Summary and implications

The present study supports the validity of LENA technology for assessing the linguistic environment and interactions of infants learning Hebrew and Arabic in the first year of life. Specifically, the automatic counts of AWC, CTC, and CVC and the assessment of AVA and DA were found to be applicable to Semitic languages. The findings emphasize the importance of obtaining several reliability measures (association and agreement) when assessing the validity of the LENA system for languages other than English, to help identify possible confounding factors.

In terms of the importance of early language intervention for reducing linguistic gaps in children from LSES, the outcomes of the present study support the use of the LENA system in early intervention programs for infants from Hebrew- or Arabic-speaking families. Such programs could use the LENA to monitor their effectiveness, as well as provide feedback to parents on the amount of language experience their children have in everyday life, and on the progress of their vocal productions. Since the LENA was found to be able to detect the relative difference between linguistic environments independent of language, its use in early intervention programs can help a wide range of populations of immigrants around the world who speak Semitic languages such as different dialects of Arabic.

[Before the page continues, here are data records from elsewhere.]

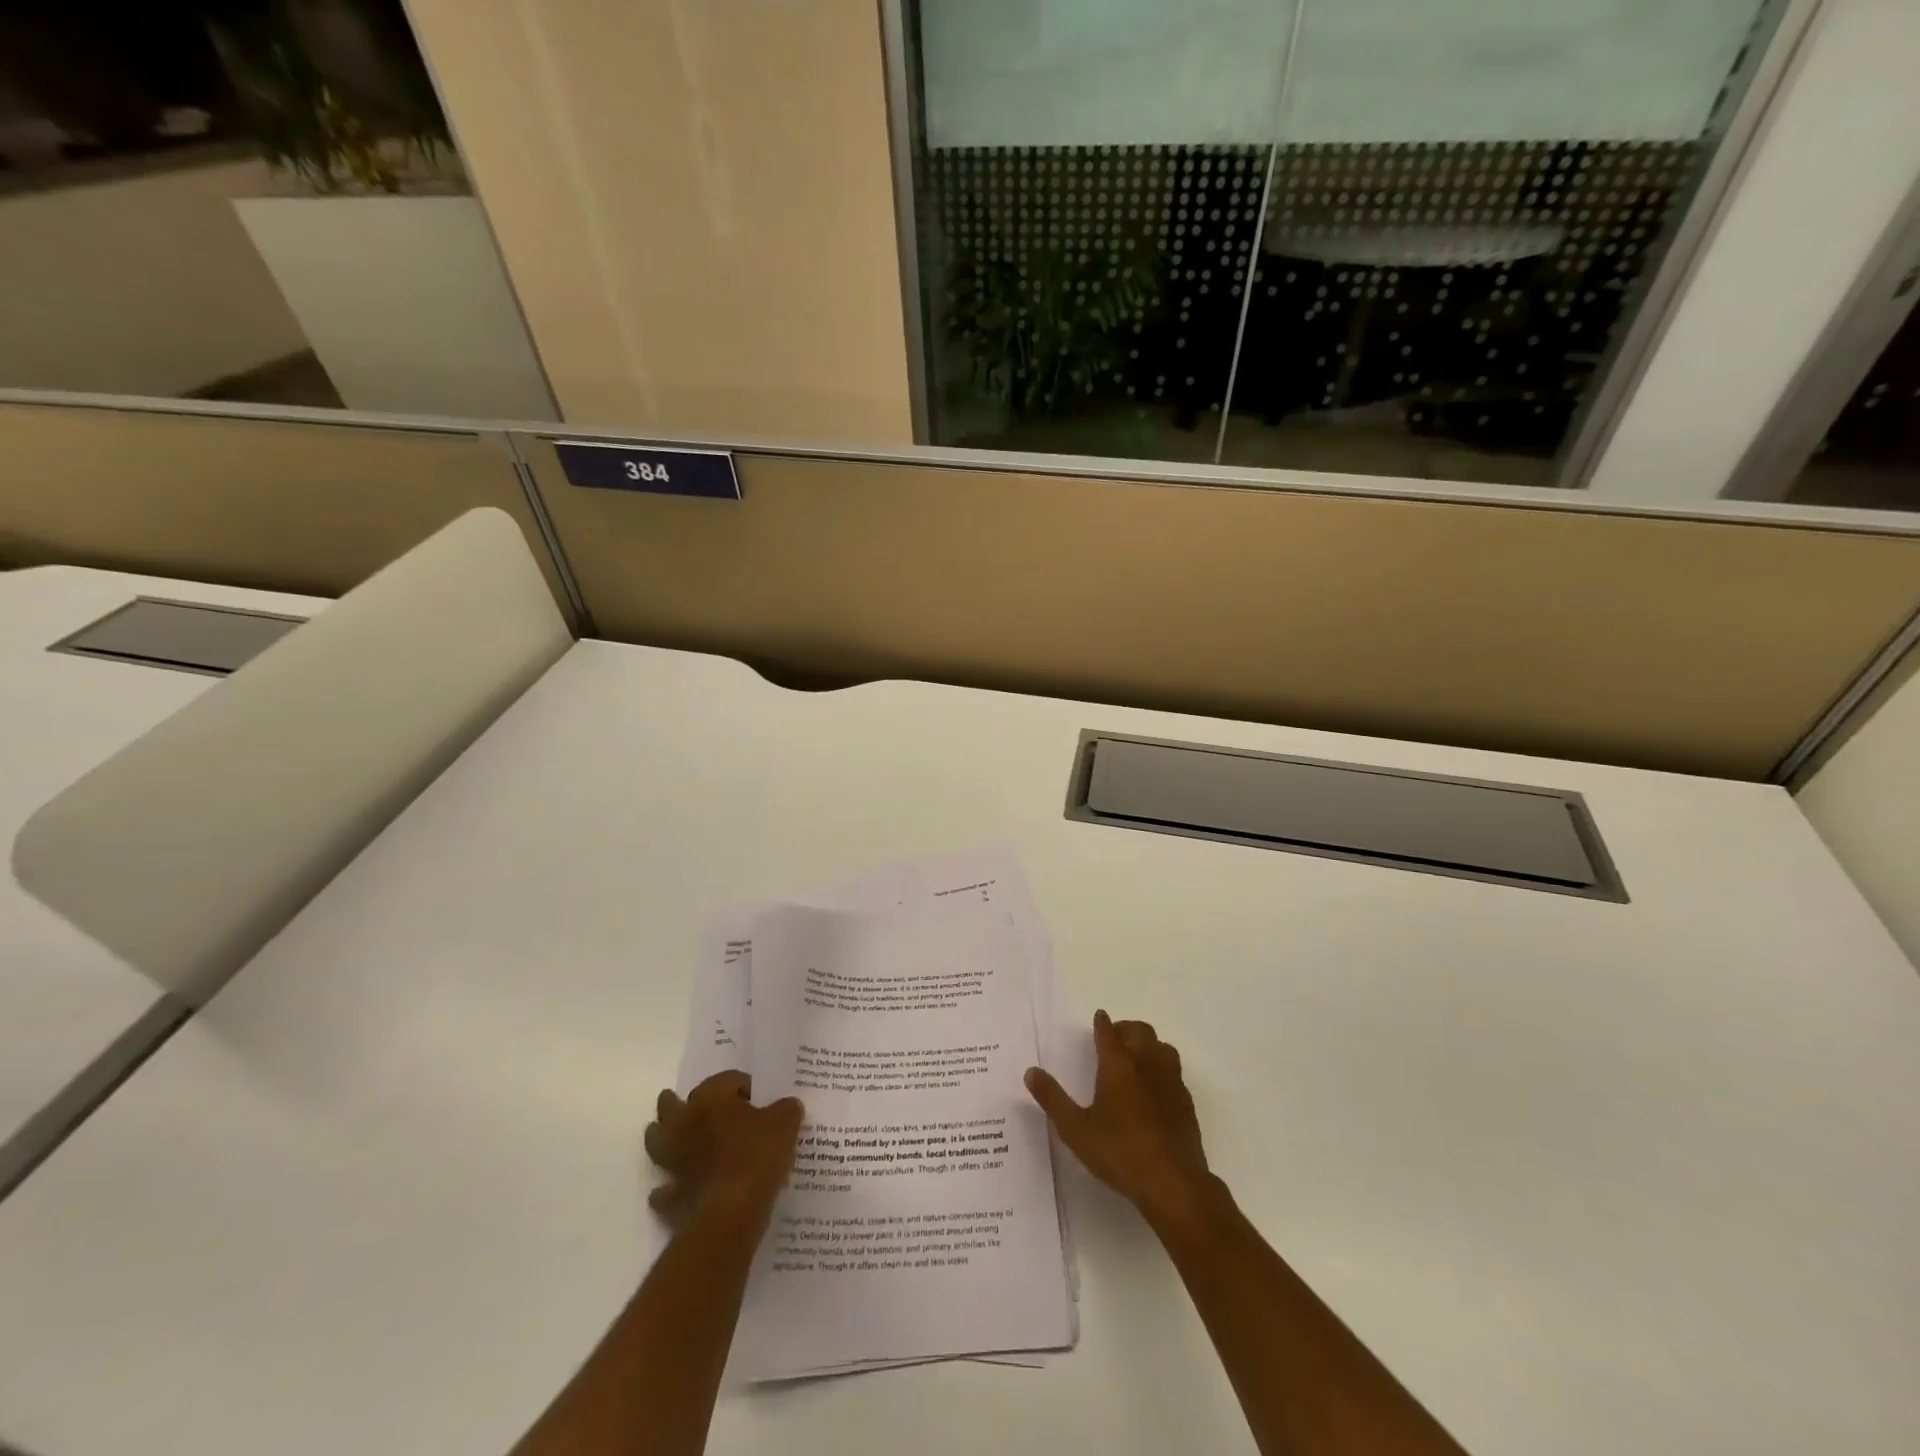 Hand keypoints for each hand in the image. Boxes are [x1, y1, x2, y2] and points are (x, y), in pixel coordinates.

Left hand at [644, 1071, 804, 1229]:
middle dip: (678, 1103)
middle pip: (672, 1106)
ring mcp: (673, 1160)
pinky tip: (678, 1189)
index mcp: (711, 1098)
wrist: (731, 1213)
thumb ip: (786, 1108)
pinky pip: (665, 1189)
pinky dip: (668, 1188)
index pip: (727, 1079)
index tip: (759, 1098)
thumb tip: (787, 1105)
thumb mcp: (785, 1123)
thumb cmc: (757, 1156)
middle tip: (689, 1103)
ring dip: (663, 1138)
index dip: (744, 1085)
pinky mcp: (670, 1195)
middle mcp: (685, 1123)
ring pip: (657, 1142)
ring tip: (674, 1139)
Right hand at [1026, 1011, 1214, 1231]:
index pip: (1109, 1032)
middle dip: (1125, 1029)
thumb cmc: (1119, 1153)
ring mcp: (1171, 1082)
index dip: (1102, 1023)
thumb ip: (1053, 1099)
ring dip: (1147, 1045)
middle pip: (1139, 1031)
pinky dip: (1161, 1068)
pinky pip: (1174, 1071)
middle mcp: (1146, 1064)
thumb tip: (1031, 1072)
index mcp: (1118, 1065)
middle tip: (1113, 1040)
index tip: (1099, 1018)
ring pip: (1161, 1047)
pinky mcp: (1186, 1102)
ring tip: (1135, 1059)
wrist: (1173, 1183)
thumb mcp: (1076, 1130)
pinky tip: (1154, 1089) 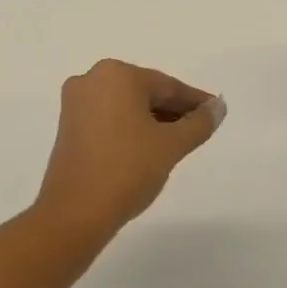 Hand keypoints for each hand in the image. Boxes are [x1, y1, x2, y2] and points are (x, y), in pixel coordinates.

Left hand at [35, 59, 224, 241]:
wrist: (74, 213)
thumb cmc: (126, 169)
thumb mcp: (171, 145)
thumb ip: (199, 123)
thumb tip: (218, 107)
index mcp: (116, 74)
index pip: (166, 86)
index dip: (194, 101)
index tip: (215, 112)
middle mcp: (92, 80)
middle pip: (145, 92)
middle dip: (173, 110)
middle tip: (200, 129)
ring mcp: (75, 104)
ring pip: (126, 106)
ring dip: (152, 121)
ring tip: (178, 142)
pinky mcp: (68, 127)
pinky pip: (109, 119)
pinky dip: (130, 129)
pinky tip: (149, 148)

The present outcomes also indicate the potential utility of LENA for assessing the linguistic environment and interactions in Hebrew- and Arabic- speaking infants from special populations, such as the hearing-impaired, children with cerebral palsy, and those with other developmental disorders. Nevertheless, to expand research possibilities, it is important to test LENA’s validity in children older than one year of age. If found suitable for children at different stages of language acquisition, it will encourage Semitic language researchers to use the LENA system to advance the theory and practice of language development and improve linguistic abilities in at-risk populations.